VANCOUVER, BRITISH COLUMBIA and MONTEVIDEO, URUGUAY--(Marketwired - Aug. 22, 2016) - Shogun Capital Corp. ("Shogun") (NEX:SHO.H) and International Cannabis Corp ("ICC") are pleased to announce the pricing terms and an increase in the size of the previously announced best efforts private placement (the "Offering") of subscription receipts ("Subscription Receipts") of ICC. Pursuant to the Offering, ICC will issue up to 32,500,000 Subscription Receipts at a price of Cdn.$0.40 per Subscription Receipt (the "Issue Price") to raise gross proceeds of up to Cdn.$13,000,000, an increase from the previously announced offering of up to Cdn.$6,500,000 in gross proceeds. The syndicate for the Offering is comprised of GMP Securities L.P. as lead agent and sole bookrunner and Mackie Research Capital Corporation (the "Agents").
Each Subscription Receipt is convertible into one common share in the capital of ICC (the "ICC Common Shares"). At the effective time of the completion of Shogun's proposed Qualifying Transaction (as such term is defined in the policies of the TSX Venture Exchange) with ICC (the "Proposed Transaction"), the ICC Common Shares acquired upon conversion of the Subscription Receipts will be automatically exchanged for freely trading common shares of Shogun (the "Resulting Issuer Shares") at an exchange ratio of one Resulting Issuer Share for each 1.25 ICC Common Shares (the "Exchange Ratio") without payment of any additional consideration or any further action on the part of the holder thereof.
The Agents are entitled to receive a cash commission equal to 7.0% of the aggregate gross proceeds of the sale of Subscription Receipts upon satisfaction of the escrow release conditions. In addition, upon the closing of the Offering, the Agents will be granted non-transferable broker warrants ("ICC Broker Warrants") equal to 7.0% of the aggregate number of Subscription Receipts issued, each ICC Broker Warrant being exercisable for one ICC Common Share for a period of 24 months from the date of issuance at the Issue Price. At the effective time of the completion of the Proposed Transaction, each ICC Broker Warrant will be exchanged into one broker warrant of the Resulting Issuer (each a "Resulting Issuer Broker Warrant"). Each Resulting Issuer Broker Warrant will entitle the holder thereof to subscribe for that number of Resulting Issuer Shares equal to the number of Resulting Issuer Shares issued in exchange for each ICC Common Share pursuant to the Qualifying Transaction at an exercise price per Resulting Issuer Share equal to the Issue Price multiplied by the Exchange Ratio for a period of two years from the date of issue.
ICC intends to use the net proceeds from the Private Placement for the construction of facilities necessary from the production and processing of recreational cannabis, medicinal cannabis and industrial hemp pursuant to licences and authorizations issued by the Uruguayan government, and general corporate purposes.

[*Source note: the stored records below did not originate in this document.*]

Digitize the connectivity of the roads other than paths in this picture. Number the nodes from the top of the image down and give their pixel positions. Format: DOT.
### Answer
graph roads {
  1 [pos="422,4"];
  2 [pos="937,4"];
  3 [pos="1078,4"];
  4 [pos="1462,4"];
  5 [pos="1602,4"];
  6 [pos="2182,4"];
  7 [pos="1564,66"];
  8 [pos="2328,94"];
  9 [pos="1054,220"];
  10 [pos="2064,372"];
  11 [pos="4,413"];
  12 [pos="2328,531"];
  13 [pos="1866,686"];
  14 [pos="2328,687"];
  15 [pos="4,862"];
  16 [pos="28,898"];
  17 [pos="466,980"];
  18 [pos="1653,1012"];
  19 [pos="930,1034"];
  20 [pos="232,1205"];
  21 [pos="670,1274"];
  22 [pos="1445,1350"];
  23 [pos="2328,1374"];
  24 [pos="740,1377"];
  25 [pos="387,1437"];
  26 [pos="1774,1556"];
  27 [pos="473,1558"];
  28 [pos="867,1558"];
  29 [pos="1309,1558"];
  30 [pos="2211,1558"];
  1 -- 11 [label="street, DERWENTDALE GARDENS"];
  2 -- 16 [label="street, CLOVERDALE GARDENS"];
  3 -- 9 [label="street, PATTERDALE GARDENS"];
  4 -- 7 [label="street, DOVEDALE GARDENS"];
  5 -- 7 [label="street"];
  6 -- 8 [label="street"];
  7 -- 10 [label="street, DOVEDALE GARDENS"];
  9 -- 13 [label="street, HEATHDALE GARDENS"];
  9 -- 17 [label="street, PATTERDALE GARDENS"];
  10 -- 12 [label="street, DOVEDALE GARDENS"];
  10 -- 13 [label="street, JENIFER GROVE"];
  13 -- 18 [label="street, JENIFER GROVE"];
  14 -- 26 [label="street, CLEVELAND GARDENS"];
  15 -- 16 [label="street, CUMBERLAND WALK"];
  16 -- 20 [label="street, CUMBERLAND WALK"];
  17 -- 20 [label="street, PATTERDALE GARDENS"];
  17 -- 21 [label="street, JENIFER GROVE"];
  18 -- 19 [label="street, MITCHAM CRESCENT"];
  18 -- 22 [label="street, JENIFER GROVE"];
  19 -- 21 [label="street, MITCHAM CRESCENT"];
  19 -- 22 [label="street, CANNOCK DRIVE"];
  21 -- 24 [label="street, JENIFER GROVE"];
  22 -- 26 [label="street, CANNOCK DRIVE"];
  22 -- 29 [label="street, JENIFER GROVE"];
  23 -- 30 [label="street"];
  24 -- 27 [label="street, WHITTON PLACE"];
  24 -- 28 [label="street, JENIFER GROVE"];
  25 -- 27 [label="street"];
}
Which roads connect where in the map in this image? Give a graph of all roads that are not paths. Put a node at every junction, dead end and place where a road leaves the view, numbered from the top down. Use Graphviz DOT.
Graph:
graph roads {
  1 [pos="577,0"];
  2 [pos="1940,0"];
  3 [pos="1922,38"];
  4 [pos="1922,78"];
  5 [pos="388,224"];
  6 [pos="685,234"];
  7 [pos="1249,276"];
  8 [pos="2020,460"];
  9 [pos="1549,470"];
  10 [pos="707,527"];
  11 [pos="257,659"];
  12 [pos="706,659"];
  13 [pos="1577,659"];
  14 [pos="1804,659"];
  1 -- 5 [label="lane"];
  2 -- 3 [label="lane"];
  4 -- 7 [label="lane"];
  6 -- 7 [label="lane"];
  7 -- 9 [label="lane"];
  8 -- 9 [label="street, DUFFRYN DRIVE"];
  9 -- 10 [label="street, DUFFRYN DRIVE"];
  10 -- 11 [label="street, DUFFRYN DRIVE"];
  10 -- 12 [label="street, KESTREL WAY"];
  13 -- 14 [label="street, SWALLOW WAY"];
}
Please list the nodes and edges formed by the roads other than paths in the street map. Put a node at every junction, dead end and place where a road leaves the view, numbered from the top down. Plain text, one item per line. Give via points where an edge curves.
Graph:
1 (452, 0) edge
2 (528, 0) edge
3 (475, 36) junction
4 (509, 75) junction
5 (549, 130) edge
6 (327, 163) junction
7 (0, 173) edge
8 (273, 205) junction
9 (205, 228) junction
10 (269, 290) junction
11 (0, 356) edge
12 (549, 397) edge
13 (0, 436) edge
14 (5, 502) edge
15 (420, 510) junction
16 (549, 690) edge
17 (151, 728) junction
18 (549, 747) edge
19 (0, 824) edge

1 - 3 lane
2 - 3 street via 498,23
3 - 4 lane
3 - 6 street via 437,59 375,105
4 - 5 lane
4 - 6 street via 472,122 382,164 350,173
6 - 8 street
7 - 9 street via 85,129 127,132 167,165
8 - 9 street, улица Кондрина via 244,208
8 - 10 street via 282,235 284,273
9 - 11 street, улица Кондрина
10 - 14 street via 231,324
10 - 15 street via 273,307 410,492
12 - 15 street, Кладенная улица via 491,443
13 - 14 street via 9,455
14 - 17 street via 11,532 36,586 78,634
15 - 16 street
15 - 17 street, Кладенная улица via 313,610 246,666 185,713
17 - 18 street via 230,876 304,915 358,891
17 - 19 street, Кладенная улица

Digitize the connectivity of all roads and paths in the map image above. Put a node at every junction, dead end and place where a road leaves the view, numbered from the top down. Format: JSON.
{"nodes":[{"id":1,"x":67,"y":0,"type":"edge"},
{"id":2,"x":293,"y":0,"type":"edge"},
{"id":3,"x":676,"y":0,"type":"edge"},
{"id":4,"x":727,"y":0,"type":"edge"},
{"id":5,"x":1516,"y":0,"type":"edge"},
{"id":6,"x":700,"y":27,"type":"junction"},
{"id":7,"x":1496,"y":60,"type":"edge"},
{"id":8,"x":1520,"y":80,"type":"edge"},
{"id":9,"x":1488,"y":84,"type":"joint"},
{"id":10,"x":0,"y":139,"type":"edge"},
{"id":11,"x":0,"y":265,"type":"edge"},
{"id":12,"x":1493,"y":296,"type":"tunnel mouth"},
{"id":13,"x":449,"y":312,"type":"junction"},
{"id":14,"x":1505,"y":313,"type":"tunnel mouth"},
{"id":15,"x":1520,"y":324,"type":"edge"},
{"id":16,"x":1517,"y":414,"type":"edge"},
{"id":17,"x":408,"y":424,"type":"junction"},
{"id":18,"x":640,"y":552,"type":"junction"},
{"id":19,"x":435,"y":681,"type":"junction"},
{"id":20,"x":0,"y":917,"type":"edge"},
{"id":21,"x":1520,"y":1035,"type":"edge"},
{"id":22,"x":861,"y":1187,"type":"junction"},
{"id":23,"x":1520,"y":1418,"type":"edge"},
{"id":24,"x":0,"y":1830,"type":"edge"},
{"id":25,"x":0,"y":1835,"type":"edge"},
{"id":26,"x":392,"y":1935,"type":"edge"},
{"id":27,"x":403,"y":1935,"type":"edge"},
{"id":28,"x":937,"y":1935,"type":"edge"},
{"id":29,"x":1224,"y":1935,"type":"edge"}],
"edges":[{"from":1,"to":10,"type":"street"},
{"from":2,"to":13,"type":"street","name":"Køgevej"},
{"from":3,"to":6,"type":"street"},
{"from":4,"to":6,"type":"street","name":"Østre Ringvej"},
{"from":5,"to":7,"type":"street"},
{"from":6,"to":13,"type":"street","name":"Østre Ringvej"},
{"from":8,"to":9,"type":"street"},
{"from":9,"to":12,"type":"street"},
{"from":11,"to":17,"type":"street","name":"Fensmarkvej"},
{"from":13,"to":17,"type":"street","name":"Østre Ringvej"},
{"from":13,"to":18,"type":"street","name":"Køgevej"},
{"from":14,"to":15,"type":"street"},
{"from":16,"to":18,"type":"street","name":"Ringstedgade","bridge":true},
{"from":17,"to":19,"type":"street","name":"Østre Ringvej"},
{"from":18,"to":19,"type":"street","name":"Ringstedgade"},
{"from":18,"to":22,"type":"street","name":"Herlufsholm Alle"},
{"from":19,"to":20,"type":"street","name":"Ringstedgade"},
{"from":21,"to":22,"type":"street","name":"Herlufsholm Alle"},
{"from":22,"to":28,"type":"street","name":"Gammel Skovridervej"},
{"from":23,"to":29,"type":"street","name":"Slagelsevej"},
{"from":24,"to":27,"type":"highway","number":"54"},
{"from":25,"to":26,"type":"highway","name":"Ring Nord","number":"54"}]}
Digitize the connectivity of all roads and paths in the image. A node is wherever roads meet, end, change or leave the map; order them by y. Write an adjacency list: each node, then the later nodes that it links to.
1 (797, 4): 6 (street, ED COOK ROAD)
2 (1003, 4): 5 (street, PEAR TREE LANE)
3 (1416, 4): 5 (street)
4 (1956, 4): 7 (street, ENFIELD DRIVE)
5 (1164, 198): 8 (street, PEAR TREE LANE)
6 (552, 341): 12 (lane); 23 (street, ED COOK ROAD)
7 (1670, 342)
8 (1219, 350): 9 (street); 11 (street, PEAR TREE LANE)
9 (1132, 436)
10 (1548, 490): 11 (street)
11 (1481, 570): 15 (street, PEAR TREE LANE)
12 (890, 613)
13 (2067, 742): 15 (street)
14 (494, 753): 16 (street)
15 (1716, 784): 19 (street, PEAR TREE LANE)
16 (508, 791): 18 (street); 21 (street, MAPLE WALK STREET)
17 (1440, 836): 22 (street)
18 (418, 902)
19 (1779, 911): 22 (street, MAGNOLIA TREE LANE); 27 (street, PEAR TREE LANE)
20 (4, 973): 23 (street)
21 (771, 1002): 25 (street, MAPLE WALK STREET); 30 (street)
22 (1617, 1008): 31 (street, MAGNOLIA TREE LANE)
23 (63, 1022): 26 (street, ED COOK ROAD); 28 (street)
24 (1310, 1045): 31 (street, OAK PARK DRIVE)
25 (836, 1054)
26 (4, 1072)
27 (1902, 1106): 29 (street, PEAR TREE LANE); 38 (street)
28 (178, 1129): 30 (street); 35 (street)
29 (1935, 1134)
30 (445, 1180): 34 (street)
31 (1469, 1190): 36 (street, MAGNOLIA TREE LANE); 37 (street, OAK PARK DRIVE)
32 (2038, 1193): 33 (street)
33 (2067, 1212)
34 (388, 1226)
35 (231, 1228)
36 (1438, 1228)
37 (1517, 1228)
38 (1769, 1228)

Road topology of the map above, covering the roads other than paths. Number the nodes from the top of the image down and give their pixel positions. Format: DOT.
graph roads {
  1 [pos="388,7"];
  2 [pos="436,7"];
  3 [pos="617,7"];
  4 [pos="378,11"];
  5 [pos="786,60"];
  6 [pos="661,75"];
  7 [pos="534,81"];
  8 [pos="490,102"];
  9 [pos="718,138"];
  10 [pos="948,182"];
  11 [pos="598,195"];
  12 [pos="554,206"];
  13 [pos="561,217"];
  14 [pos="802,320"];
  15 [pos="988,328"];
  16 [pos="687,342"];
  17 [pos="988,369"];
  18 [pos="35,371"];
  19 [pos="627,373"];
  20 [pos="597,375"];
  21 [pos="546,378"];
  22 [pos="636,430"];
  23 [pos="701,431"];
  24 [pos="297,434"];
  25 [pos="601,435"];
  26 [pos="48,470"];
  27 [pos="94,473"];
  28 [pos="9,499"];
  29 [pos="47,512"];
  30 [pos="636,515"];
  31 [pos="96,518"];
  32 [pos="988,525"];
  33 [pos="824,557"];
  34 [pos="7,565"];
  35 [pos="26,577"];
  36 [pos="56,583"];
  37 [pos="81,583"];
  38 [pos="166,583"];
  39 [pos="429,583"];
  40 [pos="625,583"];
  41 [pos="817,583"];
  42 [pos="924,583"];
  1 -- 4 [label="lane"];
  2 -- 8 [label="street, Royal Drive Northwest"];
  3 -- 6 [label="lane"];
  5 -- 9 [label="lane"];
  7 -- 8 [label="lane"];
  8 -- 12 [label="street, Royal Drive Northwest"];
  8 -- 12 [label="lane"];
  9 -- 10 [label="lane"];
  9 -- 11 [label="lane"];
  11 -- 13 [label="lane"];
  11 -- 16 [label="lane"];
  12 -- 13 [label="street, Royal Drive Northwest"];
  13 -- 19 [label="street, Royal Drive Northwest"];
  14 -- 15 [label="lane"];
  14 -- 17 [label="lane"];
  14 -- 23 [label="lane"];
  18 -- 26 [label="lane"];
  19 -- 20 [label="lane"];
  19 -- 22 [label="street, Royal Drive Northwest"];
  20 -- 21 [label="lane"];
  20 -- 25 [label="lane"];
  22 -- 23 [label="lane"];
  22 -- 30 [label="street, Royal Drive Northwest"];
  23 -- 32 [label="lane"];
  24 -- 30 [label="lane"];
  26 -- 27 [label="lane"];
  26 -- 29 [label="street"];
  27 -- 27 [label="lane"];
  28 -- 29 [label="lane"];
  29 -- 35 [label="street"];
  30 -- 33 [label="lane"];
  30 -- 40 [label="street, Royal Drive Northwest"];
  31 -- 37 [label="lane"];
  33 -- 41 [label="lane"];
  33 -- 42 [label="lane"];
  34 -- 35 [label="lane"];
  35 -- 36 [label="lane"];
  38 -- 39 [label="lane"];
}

Completion of the Proposed Transaction is subject to a number of conditions, including but not limited to, TSXV acceptance and if applicable pursuant to TSXV requirements, majority of the minority shareholder approval. Where applicable, the transaction cannot close until the required shareholder approval is obtained. There can be no assurance that the transaction will be completed as proposed or at all.
Investors are cautioned that, except as disclosed in the filing statement to be prepared in connection with the Proposed Transaction, any information released or received with respect to the transaction may not be accurate or complete and should not be relied upon. Trading in the securities of a capital pool company should be considered highly speculative.
The TSX Venture Exchange Inc. has in no way passed upon the merits of the proposed transaction and has neither approved nor disapproved the contents of this press release.
Certain information in this press release may contain forward-looking statements. This information is based on current expectations that are subject to significant risks and uncertainties that are difficult to predict. Actual results might differ materially from results suggested in any forward-looking statements. Shogun assumes no obligation to update the forward-looking statements, or to update the reasons why actual results could differ from those reflected in the forward looking-statements unless and until required by securities laws applicable to Shogun. Additional information identifying risks and uncertainties is contained in filings by Shogun with the Canadian securities regulators, which filings are available at www.sedar.com.
The Shogun Common Shares will remain halted until such time as permission to resume trading has been obtained from the TSX Venture Exchange. Shogun is a reporting issuer in Alberta and British Columbia.